Low-frequency sonophoresis can be divided into two types: simultaneous sonophoresis and pretreatment. As is implied, simultaneous sonophoresis involves administering the drug in synchrony with the application of ultrasound. This technique increases skin’s permeability to the molecule by enhancing diffusion via structural alterations of the skin (defects in the stratum corneum), and by inducing convective solvent flow by cavitation. This effect can be quantified by measuring the skin’s electrical resistivity or impedance, which decreases in the presence of ultrasound.

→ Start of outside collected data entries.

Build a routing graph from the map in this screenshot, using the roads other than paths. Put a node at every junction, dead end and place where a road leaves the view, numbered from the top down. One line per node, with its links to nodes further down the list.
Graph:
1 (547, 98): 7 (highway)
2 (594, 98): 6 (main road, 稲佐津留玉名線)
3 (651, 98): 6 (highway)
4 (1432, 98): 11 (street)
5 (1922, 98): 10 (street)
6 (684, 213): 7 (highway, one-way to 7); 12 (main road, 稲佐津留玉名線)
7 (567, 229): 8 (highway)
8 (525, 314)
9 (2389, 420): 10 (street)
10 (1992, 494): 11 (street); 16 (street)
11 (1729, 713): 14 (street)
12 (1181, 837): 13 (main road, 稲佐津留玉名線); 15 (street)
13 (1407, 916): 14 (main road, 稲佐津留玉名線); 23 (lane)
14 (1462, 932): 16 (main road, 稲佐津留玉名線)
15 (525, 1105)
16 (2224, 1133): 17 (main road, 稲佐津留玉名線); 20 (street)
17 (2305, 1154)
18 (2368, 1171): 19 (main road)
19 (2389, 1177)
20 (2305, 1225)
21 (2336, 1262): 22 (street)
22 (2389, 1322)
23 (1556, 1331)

Clinically sonophoresis has been used to enhance the local delivery of topical local anesthestic, by decreasing dramatically the application time needed for effect. Animal studies are ongoing with respect to systemic delivery of macromolecules, including proteins such as insulin and heparin, or immunogens such as tetanus toxoid. Sonophoresis is generally a safe process, if maintained within certain parameters of frequency, intensity, duty cycle, and application time. Specifically, intensities greater than 4 W/cm2 have been shown to result in epidermal detachment and dermal necrosis. Continuous monitoring of skin’s impedance can be employed to ensure safety during use.